The 9 machines at a glance
| # | Machine | Margin | Real example |
|---|---|---|---|
| 1 | Embroidery machine | Over 90% | Built Bumblebee Linens to 7 figures |
| 2 | White toner printer | High | Marc Raines, +$900/month part-time |
| 3 | 3D printer (from $300) | High | Michael Satterlee, ~$20,000/month |
| 4 | Laser engraver | Massive | Lucas Walsh, well over six figures/year |
| 5 | Ice vending machine | High | Steve Slagle, $33,000 in months |
| 6 | Snack/beverage vending (from ~$1,400) | Good | Brandon Schlichter, $100,000+/month at scale |
| 7 | Cotton candy vending | High | Zach Downey, ~$500,000/year |
| 8 | Photo booth | Very high | Ben Hawes, replaced his income in ~60 hours/month |
| 9 | Kettle corn kettle | 80-90% | $500+ profit per event day |
Embroidery machines
Embroidery machines are money-makers because personalization sells.

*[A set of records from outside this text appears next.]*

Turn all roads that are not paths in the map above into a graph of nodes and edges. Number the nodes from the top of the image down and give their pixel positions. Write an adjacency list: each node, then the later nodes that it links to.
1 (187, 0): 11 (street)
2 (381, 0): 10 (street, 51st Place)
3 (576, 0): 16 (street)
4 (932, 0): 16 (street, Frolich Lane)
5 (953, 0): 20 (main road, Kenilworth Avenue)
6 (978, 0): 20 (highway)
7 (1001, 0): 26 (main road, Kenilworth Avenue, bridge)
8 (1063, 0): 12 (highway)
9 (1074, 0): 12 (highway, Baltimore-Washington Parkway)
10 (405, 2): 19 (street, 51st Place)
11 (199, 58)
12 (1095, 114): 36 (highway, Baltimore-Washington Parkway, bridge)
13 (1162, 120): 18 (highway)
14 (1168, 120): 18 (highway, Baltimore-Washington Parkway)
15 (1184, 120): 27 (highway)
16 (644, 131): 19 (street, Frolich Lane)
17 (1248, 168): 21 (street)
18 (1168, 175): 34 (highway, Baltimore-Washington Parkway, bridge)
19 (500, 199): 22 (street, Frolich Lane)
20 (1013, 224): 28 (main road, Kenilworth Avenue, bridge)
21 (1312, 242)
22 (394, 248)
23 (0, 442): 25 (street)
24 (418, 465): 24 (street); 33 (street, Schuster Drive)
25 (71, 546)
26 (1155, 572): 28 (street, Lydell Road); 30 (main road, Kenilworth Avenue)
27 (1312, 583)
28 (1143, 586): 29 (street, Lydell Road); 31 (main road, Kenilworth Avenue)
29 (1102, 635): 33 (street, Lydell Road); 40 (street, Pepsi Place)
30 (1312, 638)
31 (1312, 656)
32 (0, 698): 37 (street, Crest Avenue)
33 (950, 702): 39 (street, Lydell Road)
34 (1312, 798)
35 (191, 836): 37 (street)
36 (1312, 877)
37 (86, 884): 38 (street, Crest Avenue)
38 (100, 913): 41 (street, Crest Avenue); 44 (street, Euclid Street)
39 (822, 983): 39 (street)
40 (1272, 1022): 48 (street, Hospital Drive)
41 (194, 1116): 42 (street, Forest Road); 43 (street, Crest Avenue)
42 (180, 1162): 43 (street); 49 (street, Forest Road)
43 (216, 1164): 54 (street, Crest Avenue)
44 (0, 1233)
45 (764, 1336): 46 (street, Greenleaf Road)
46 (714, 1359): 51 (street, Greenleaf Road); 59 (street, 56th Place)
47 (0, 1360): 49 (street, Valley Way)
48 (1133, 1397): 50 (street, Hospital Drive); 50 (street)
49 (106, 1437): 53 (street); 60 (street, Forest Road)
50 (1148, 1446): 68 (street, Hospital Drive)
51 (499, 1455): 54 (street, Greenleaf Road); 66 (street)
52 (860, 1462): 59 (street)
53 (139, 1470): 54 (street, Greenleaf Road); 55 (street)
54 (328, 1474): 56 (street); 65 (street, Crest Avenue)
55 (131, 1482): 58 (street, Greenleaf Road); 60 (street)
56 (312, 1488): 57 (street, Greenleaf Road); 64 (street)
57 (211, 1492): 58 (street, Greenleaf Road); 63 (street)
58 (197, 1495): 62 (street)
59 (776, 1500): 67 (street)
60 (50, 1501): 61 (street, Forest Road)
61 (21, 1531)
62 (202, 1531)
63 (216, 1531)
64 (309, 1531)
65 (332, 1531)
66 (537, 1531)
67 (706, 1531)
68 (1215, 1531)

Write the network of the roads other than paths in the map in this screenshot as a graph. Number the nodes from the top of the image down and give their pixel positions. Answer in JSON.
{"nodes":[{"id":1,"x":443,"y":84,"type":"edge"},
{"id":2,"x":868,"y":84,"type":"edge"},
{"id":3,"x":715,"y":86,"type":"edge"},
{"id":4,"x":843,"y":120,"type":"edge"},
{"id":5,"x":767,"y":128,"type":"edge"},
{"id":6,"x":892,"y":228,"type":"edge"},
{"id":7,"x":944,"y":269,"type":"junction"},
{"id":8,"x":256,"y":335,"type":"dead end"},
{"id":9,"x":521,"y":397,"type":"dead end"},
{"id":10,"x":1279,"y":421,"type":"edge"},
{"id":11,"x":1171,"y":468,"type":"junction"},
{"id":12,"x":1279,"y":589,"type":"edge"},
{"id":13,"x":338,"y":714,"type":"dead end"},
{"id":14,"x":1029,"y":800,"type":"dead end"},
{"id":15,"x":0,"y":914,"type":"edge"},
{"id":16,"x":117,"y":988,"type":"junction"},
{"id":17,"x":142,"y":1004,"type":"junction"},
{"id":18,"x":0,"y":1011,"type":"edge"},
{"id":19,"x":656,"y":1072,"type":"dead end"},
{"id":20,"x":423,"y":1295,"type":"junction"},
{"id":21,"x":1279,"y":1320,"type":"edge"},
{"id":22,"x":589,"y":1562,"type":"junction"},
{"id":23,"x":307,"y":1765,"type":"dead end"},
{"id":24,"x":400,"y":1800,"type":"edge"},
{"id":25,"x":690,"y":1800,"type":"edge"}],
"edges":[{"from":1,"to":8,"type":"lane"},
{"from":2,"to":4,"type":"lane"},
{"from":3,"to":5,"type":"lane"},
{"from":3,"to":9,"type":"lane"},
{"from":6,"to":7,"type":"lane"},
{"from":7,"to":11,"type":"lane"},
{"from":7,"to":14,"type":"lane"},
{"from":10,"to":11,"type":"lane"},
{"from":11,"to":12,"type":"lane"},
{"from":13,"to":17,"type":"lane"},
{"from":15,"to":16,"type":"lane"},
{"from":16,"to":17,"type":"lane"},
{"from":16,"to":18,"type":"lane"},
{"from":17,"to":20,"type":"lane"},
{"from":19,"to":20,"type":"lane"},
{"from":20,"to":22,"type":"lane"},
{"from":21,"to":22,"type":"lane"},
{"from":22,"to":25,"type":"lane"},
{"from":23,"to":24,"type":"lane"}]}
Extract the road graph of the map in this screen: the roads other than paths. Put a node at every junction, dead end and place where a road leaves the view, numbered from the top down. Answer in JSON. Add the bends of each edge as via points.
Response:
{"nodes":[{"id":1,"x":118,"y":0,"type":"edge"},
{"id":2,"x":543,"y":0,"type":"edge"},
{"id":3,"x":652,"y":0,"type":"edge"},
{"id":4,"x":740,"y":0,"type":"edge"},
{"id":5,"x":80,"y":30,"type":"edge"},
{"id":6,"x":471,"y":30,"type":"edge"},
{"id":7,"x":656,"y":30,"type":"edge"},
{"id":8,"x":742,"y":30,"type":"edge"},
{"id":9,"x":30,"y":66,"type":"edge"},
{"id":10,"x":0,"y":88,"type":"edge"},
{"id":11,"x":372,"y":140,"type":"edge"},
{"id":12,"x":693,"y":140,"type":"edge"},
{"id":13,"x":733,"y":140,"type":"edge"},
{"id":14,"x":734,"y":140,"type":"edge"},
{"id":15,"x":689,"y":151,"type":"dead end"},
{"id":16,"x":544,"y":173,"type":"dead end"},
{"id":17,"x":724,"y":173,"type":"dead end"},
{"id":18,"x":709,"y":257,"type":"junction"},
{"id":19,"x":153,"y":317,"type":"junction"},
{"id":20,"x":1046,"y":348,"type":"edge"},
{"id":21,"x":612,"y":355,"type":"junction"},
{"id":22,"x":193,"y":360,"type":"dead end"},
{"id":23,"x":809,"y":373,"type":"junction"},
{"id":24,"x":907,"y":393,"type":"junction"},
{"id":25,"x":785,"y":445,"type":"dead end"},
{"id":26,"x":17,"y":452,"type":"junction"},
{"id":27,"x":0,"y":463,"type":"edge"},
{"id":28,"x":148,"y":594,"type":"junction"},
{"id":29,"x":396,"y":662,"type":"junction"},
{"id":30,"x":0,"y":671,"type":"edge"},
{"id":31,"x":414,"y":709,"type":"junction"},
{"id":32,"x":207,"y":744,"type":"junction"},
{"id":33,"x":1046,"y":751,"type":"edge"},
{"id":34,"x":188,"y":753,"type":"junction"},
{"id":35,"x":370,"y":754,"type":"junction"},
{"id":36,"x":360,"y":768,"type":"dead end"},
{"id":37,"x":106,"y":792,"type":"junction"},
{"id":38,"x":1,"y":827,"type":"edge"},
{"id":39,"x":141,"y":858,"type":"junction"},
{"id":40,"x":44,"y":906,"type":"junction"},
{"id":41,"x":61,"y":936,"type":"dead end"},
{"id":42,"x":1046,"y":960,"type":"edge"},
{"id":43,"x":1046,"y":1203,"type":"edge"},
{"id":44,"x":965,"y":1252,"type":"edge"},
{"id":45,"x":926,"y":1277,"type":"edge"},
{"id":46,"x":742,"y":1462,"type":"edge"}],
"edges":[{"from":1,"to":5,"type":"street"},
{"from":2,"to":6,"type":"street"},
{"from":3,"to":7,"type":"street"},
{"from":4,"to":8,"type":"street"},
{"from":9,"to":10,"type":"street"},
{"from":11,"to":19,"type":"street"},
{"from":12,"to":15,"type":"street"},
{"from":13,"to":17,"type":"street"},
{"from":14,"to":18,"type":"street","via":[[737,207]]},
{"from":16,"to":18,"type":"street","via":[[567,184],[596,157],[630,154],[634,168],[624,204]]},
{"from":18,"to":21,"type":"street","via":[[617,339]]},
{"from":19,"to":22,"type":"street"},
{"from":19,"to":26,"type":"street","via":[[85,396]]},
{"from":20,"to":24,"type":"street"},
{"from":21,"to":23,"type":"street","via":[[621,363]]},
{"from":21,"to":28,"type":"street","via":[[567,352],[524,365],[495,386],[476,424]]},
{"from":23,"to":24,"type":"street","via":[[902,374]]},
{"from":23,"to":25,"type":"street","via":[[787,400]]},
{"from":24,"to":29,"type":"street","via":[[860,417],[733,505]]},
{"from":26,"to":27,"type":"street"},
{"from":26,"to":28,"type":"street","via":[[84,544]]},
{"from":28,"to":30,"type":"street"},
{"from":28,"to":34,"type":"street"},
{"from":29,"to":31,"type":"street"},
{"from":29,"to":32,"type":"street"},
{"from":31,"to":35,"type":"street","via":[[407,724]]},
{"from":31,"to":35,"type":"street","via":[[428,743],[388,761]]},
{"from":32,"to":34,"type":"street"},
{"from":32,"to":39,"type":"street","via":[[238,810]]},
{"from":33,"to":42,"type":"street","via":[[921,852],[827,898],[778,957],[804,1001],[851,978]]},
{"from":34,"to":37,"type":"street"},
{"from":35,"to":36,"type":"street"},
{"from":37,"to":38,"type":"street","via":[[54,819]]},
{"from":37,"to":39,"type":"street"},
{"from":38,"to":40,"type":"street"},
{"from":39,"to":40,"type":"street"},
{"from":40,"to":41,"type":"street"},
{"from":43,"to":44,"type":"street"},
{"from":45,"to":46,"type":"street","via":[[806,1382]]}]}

People happily pay extra for names, dates, and custom designs, and the margins run over 90%. Once you create a design, the machine does almost all the work.
This is how my wife and I built our entire business. She was pregnant and had just quit her job, and going from two incomes to one in Silicon Valley was terrifying, so we started selling personalized handkerchiefs online.
We made $1,000 in the first month and over $100,000 in profit in the first year, while I worked 60 hours a week as an engineer and sewed until midnight. That hustle became a business that has made us over $10 million. Even one machine can change your life if you use it right.
White toner printers
White toner printers let you print full-color graphics on fabric, mugs, tumblers, and even glass, turning cheap blanks into custom products with high margins. If an embroidery machine feels out of reach, this is a cheaper entry point. We use a Uninet iColor 650i, which exploded our orders once we added a custom-printed line.
Marc Raines, a FedEx driver, started with one white toner printer, spent a few hours learning it, and now makes an extra $900 a month working about 20 hours a week, which covers his printer payments with money left over. Setup is simple, and you get more versatility than embroidery without the complexity or big upfront cost.
3D printers
For as little as $300, you can set up a 3D printer in your bedroom and make products people pay for while you sleep.
A 17-year-old named Michael Satterlee started printing Crocs charms before school, selling simple ones for $20 and complex designs for $45, and now makes about $20,000 a month, over a quarter million a year, with printers running around the clock.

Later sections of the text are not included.